Maybe I am being dense here, but isn't this the very same issue I asked about earlier? The product of R and dm/dt is approximately a constant in all cases - lower weight is compensated for by a higher value for the specific gas constant. That is why the R values you quote are different by about a factor of seven - 29/4 which reflects the weight of air to helium. Using the numbers from your reference the product is 8323 verssus 8308 - a small difference on the scale of my interest. I think the product would exactly be a constant if the gases were ideal. If R*dm/dt a constant then f does not seem to be a function of the gas. Where am I wrong?

 

[Daiquiri]

Well, no... dm/dt and R are independent values.

The mass flow of a gas (dm/dt) is decided by you. For example, you can control it with a ball valve, which can be set more or less open.

R is a physical property of the gas used, and you have no control over it (if not by choosing another gas).

 

[darrelu]

I think you are missing my point. If we assume the resistance of the syststem is the same for air and He, and we fix the pressure for both, then dm/dt for He will always be about seven times less than for air. When you multiply each by the specific gas constant for that gas, it compensates for this and the product is about the same - hence this predicts little difference in motor speed. However, when we do the experiment we observe a difference. Motor speed is about 20% larger for He than air if I remember correctly.

 

[Daiquiri]

Hi, here I am again. :)
I was overwhelmed with work in the last few days, so couldn't reply.

Yes, now I do understand what you intend. And your analysis is correct. If we put the pressure loss due to friction in the equations then - everything else being equal (piping, pressure difference, temperature) - the math says that RPM for two gasses should be equal.

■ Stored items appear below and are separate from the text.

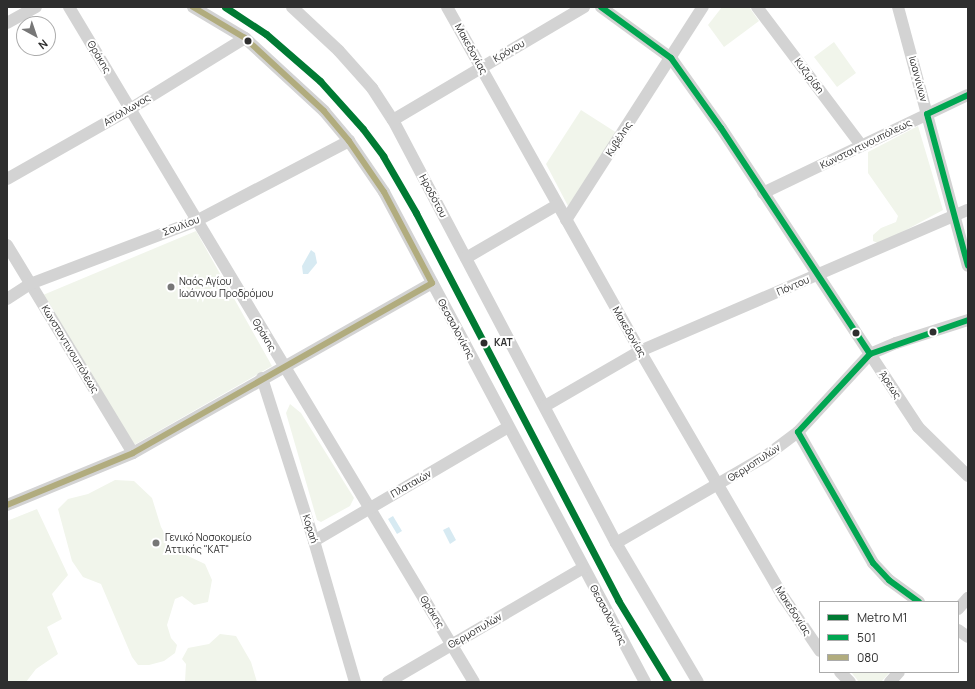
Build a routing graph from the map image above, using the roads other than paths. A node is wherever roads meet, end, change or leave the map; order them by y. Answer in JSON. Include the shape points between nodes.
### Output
{"nodes":[{"id":1,"x":36,"y":7,"type":"edge"},
{"id":2,"x":69,"y":7,"type":"edge"},
{"id":3,"x":193,"y":7,"type":"edge"},
{"id":4,"x":292,"y":7,"type":"edge"},
{"id":5,"x":448,"y":7,"type":"edge"},
{"id":6,"x":584,"y":7,"type":"edge"},
{"id":7,"x":601,"y":7,"type":"edge"},
{"id":8,"x":703,"y":7,"type":"edge"},
{"id":9,"x":757,"y":7,"type":"edge"},
{"id":10,"x":898,"y":7,"type":"edge"},
{"id":11,"x":306,"y":11,"type":"edge"},
{"id":12,"x":7,"y":23,"type":"edge"},
{"id":13,"x":245,"y":38,"type":"junction"},
{"id":14,"x":671,"y":58,"type":"junction"},
{"id":15,"x":480,"y":68,"type":"junction"},
{"id":16,"x":968,"y":94,"type":"edge"},
{"id":17,"x":130,"y":109,"type":"junction"},
{"id":18,"x":927,"y":114,"type":"junction"},
{"id":19,"x":393,"y":120,"type":"junction"},
{"id":20,"x":349,"y":141,"type":"junction"},
{"id":21,"x":861,"y":145,"type":"junction"},
{"id":22,"x":7,"y":179,"type":"edge"},
{"id":23,"x":763,"y":193,"type":"junction"},
{"id":24,"x":557,"y":205,"type":"junction"},
{"id":25,"x":968,"y":210,"type":"edge"},
{"id":26,"x":954,"y":216,"type":"junction"},
{"id":27,"x":566,"y":220,"type":"junction"},
{"id":28,"x":196,"y":221,"type":"junction"},
{"id":29,"x":7,"y":245,"type":"edge"},
{"id":30,"x":466,"y":258,"type":"junction"},
{"id":31,"x":968,"y":266,"type":"edge"},
{"id":32,"x":818,"y":275,"type":"junction"},
{"id":33,"x":432,"y":283,"type":"junction"},
{"id":34,"x":30,"y":284,"type":"junction"},
{"id":35,"x":7,"y":299,"type":"edge"},
{"id":36,"x":968,"y":320,"type":"edge"},
{"id":37,"x":640,"y":352,"type":"junction"},
{"id":38,"x":870,"y":354,"type":"junction"},
{"id":39,"x":282,"y":366,"type":"junction"},
{"id":40,"x":262,"y":378,"type":"junction"},
{"id":41,"x":545,"y":406,"type":"junction"},
{"id":42,"x":508,"y":427,"type":"junction"},
{"id":43,"x":798,"y":432,"type":"junction"},
{"id":44,"x":133,"y":453,"type":"junction"},
{"id":45,"x":968,"y":476,"type":"edge"},
{"id":46,"x":720,"y":485,"type":"junction"},
{"id":47,"x":7,"y":505,"type":"edge"},
{"id":48,"x":369,"y":509,"type":"junction"},
{"id":49,"x":314,"y":541,"type":"junction"},
{"id":50,"x":616,"y":543,"type":"junction"},
{"id":51,"x":583,"y":568,"type":"junction"},
{"id":52,"x":968,"y":598,"type":"edge"},
{"id":53,"x":918,"y":601,"type":"edge"},
{"id":54,"x":959,"y":608,"type":"edge"},
{"id":55,"x":959,"y":631,"type":"edge"},
{"id":56,"x":968,"y":637,"type":"edge"},
{"id":57,"x":452,"y":644,"type":"junction"},
{"id":58,"x":819,"y":650,"type":"edge"},
{"id":59,"x":841,"y":673,"type":"edge"},
{"id":60,"x":898,"y":673,"type":"edge"},
{"id":61,"x":355,"y":682,"type":"edge"},
{"id":62,"x":388,"y":682,"type":"edge"},
{"id":63,"x":474,"y":682,"type":"edge"},
{"id":64,"x":645,"y":682,"type":"edge"},
{"id":65,"x":698,"y":682,"type":"edge"},
{"id":66,"x":850,"y":682,"type":"edge"},
{"id":67,"x":890,"y":682,"type":"edge"}],
"edges":[{"from":1,"to":12,"type":"street"},
{"from":2,"to":17,"type":"street","name":"Θράκης"},
{"from":3,"to":13,"type":"street","name":"Θεσσαλονίκης"},
{"from":4,"to":11,"type":"street","name":"Ηροδότου"},
{"from":5,"to":15,"type":"street","name":"Μακεδονίας"},
{"from":6,"to":15,"type":"street","name":"Κρόνου"},
{"from":7,"to":14,"type":"street","name":"Άρεως"},
{"from":8,"to":14,"type":"street","name":"Κυβέλης"},
{"from":9,"to":21,"type":"street","name":"Κυζιρίδη"},
{"from":10,"to":18,"type":"street","name":"Ιωαννίνων"},
{"from":11,"to":19,"type":"street","name":"Ηροδότου","via":[[372,88]]},
{"from":13,"to":17,"type":"street","name":"Απόλλωνος"},
{"from":13,"to":20,"type":"street","name":"Θεσσαλονίκης","via":[[324,111]]},
{"from":14,"to":23,"type":"street","name":"Άρεως"},
{"from":14,"to":27,"type":"street","name":"Κυβέλης"},
{"from":15,"to":19,"type":"street","name":"Κρόνου"},
{"from":15,"to":24,"type":"street","name":"Μακεδονίας"},
{"from":16,"to":18,"type":"street","name":"Κωνσταντινουπόλεως"},
{"from":17,"to":22,"type":"street","name":"Απόλλωνος"},
{"from":17,"to":28,"type":"street","name":"Θράκης"},
{"from":18,"to":21,"type":"street","name":"Κωνσταντινουπόλεως"},
{"from":18,"to":26,"type":"street","name":"Ιωαννίνων"},
{"from":19,"to":30,"type":"street","name":"Ηροδότου"},
{"from":20,"to":28,"type":"street","name":"Σουλίου"},
{"from":20,"to":33,"type":"street","name":"Θεσσαλονίκης","via":[[384,192]]},
{"from":21,"to":23,"type":"street","name":"Κωνσταντινουπόλεως"},
{"from":23,"to":32,"type":"street","name":"Άρεως"},
{"from":24,"to":27,"type":"street","name":"Μακεδονίας"},
{"from":24,"to":30,"type":"street"},
{"from":25,"to":26,"type":"street","name":"Πόντου"},
{"from":26,"to":31,"type":"street","name":"Ιωαννίνων"},
{"from":26,"to":32,"type":"street","name":"Πόντου"},
{"from":27,"to":37,"type":"street","name":"Μακεδονίας"},
{"from":28,"to":34,"type":"street","name":"Σουλίου"},
{"from":28,"to":39,"type":"street","name":"Θράκης"},
{"from":29,"to":34,"type":"street","name":"Κωνσταντινουπόλεως"},
{"from":30,"to":41,"type":"street","name":"Ηροδότου"},
{"from":32,"to":37,"type":"street","name":"Πόντου"},
{"from":32,"to":38,"type":"street","name":"Άρεως"},
{"from":33,"to":39,"type":"street"},
{"from":33,"to":42,"type":"street","name":"Θεσσαλονίκης"},
{"from":34,"to":35,"type":"street","name":"Σουλίου"},
{"from":34,"to":44,"type":"street","name":"Κωνσταντινουπόλεως"},
{"from":36,"to":38,"type":"street"},
{"from":37,"to":41,"type":"street"},
{"from":37,"to":46,"type":"street","name":"Μακεδονίας"},
{"from":38,"to":43,"type":"street","name":"Θερμοπυλών"},
{"from":38,"to":45,"type":"street","name":"Άρεως","via":[[918,427],[931,443]]},
{"from":39,"to":40,"type":"street"},
{"from":39,"to":48,"type":"street","name":"Θράκης"},
{"from":40,"to":44,"type":"street"},
{"from":40,"to":49,"type":"street","name":"Κοραή"},
{"from":41,"to":50,"type":"street"},
{"from":42,"to":48,"type":"street","name":"Πλαταιών"},
{"from":42,"to":51,"type":"street","name":"Θεσσαλονίκης"},
{"from":43,"to":46,"type":"street","name":"Θερμοπυλών"},
{"from":43,"to":53,"type":"street","via":[[873,562],[889,580]]},
{"from":44,"to":47,"type":"street"},
{"from":46,"to":50,"type":"street","name":"Θερμοπυλών"},
{"from":46,"to":58,"type":"street","name":"Μακεδονίας","via":[[784,598]]},
{"from":48,"to":49,"type":"street","name":"Πλαταιών"},
{"from":48,"to":57,"type":"street","name":"Θράκης"},
{"from":49,"to":61,"type":"street","name":"Κοραή"},
{"from":50,"to":65,"type":"street"},
{"from":51,"to":57,"type":"street","name":"Θερμοπυλών"},
{"from":51,"to":64,"type":"street","name":"Θεσσαλονίκης"},
{"from":52,"to":54,"type":"street"},
{"from":55,"to":56,"type":"street"},
{"from":57,"to":62,"type":"street","name":"Θερμοπυλών"},
{"from":57,"to":63,"type":"street","name":"Θράκης"},
{"from":59,"to":66,"type":"street"},
{"from":60,"to":67,"type":"street"}]}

The difference is probably to be sought in the assumptions used to derive the said formulae. One thing that comes to my mind is that a difference in the rate of heat transfer between the two gasses and piping could void the assumption of constant temperature. There will surely be some other real-gas issues too. It would require a more in-depth analysis which would probably soon branch into loads of thermodynamic variables and unknowns, and I really don't have time to do it right now (see the initial note about my current work load).

So... Good luck in your search for the Truth. Let me know when you have found it. ;)

Cheers!

 

[darrelu]

Thank you. I appreciate your effort very much. It helps a lot to just have had you work through this with me. Like you, I have also been wondering how big a role heat transfer plays in this problem. There is also a difference between air and nitrogen and I am pretty sure that is do to oxidation of the polymer rotor vanes because of the oxygen. The observation is that the motors run on air wear out much more quickly than those run on nitrogen. Thanks again for your help.